Recorded information:
....

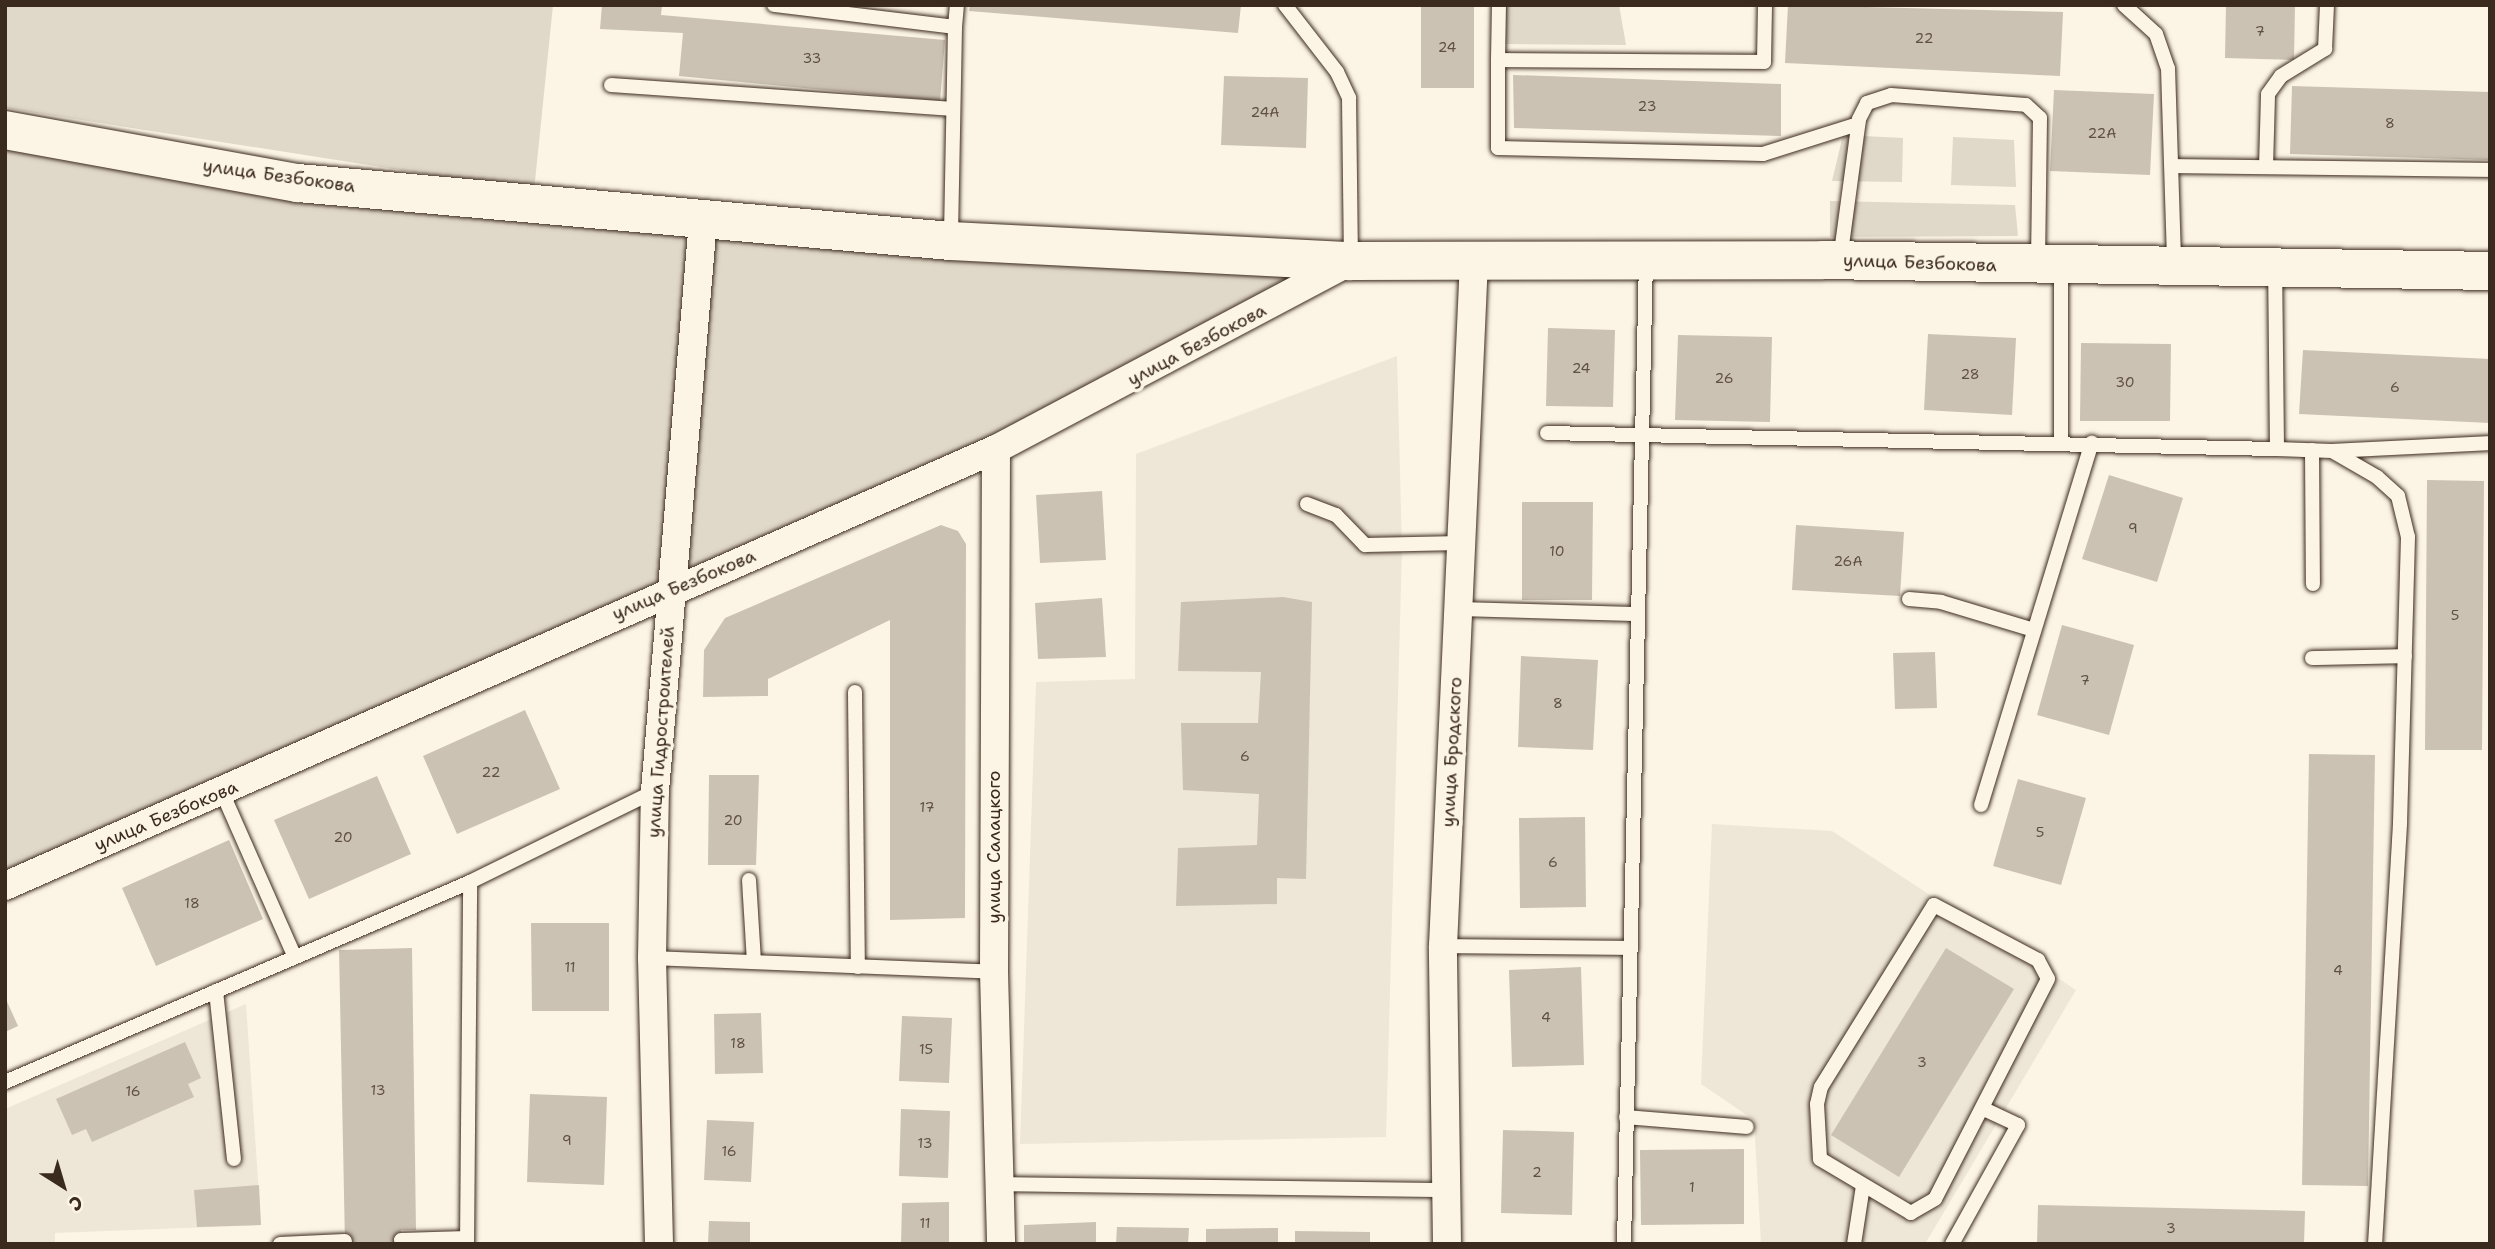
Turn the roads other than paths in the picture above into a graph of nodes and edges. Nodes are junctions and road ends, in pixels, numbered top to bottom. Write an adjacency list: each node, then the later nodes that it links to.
1 (774, 5): 8 (lane)
2 (957, 5): 8 (lane)
3 (1285, 5): 20 (lane)
4 (1499, 5): 9 (lane)
5 (1765, 5): 9 (lane)
6 (2124, 5): 14 (lane)
7 (2327, 5): 15 (lane)
8 (955, 27): 11 (lane)
9 (1498, 60): 12 (lane)
10 (611, 85): 11 (lane)
11 (950, 109): 18 (lane)
12 (1858, 124): 22 (lane); 23 (lane)
13 (5, 130): 17 (street, улица Безбокова)
14 (2174, 166): 15 (lane); 24 (lane)
15 (2266, 167): 16 (lane)
16 (2490, 170)
17 (704, 221): 18 (street, улица Безбокова); 39 (street, улица Гидростроителей)
18 (951, 241): 20 (street, улица Безбокова)
19 (1474, 260): 20 (street, улица Безбокова); 21 (street, улица Безбокова); 37 (street, улица Бродского)
20 (1351, 261): 32 (street, улица Безбокова)
21 (1646, 261): 22 (street, улица Безбокова); 28 (lane)
22 (1840, 261): 23 (street, улица Безбокова)
23 (2049, 267): 24 (street, улица Безбокова); 29 (lane)
24 (2174, 270): 25 (street, улица Безбокова)
25 (2275, 271): 26 (street, улица Безбокова); 33 (lane)
26 (2490, 271)
27 (1547, 433): 28 (lane)
28 (1638, 438): 29 (lane); 42 (lane)
29 (2061, 443): 30 (lane)
30 (2092, 443): 33 (lane); 43 (lane)
31 (2490, 443): 35 (lane)
32 (996, 449): 39 (street, улица Безбокова); 59 (street, улица Салацкого)
33 (2277, 449): 34 (lane)
34 (2312, 450): 35 (lane); 38 (lane)
35 (2332, 451): 44 (lane)
36 (1307, 504): 37 (lane)
37 (1461, 543): 41 (street, улица Бродского)
38 (2313, 584)
39 (671, 592): 47 (street, улица Гидростроителей); 48 (street, улица Безбокова)
40 (1909, 599): 43 (lane)
41 (1458, 609): 42 (lane); 53 (street, улица Бродского)
42 (1635, 614): 54 (lane)
43 (2034, 630): 49 (lane)
44 (2405, 656): 45 (lane); 79 (lane)
45 (2312, 658)
46 (855, 692): 58 (lane)
47 (655, 791): 51 (lane); 56 (street, улица Гидростроителей)
48 (222, 792): 52 (street, улица Безбокова); 55 (lane)
49 (1981, 804)
50 (749, 880): 57 (lane)
51 (470, 882): 55 (lane); 71 (lane)
52 (5, 886)
53 (1443, 946): 54 (lane); 68 (street, улица Бродского)
54 (1630, 948): 63 (lane)
55 (293, 954): 60 (lane)
56 (652, 958): 57 (lane); 73 (street, улица Гидростроителей)
57 (754, 961): 58 (lane)
58 (858, 967): 59 (lane)
59 (994, 972): 66 (street, улица Салацкого)
60 (216, 991): 61 (lane); 65 (lane)
61 (5, 1082)
62 (1984, 1109): 67 (lane); 67 (lane); 78 (lane)
63 (1626, 1117): 64 (lane); 76 (lane)
64 (1747, 1127)
65 (234, 1158)
66 (999, 1184): 68 (lane); 74 (street, улица Салацкого)
67 (1863, 1185): 77 (lane)
68 (1447, 1190): 75 (street, улица Бродского)
69 (401, 1240): 71 (lane)
70 (345, 1241): 72 (lane)
71 (467, 1241)
72 (280, 1244)
73 (659, 1244)
74 (1001, 1244)
75 (1447, 1244)
76 (1624, 1244)
77 (1854, 1244)
78 (1952, 1244)
79 (2375, 1244)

....

Your goal: Whenever the word "Салацкого" turns up in a line of the listing above, copy the line.

Solution for this problem:
32 (996, 449): 39 (street, улица Безбокова); 59 (street, улица Салацкого)
59 (994, 972): 66 (street, улица Салацкого)
66 (999, 1184): 68 (lane); 74 (street, улица Салацкого)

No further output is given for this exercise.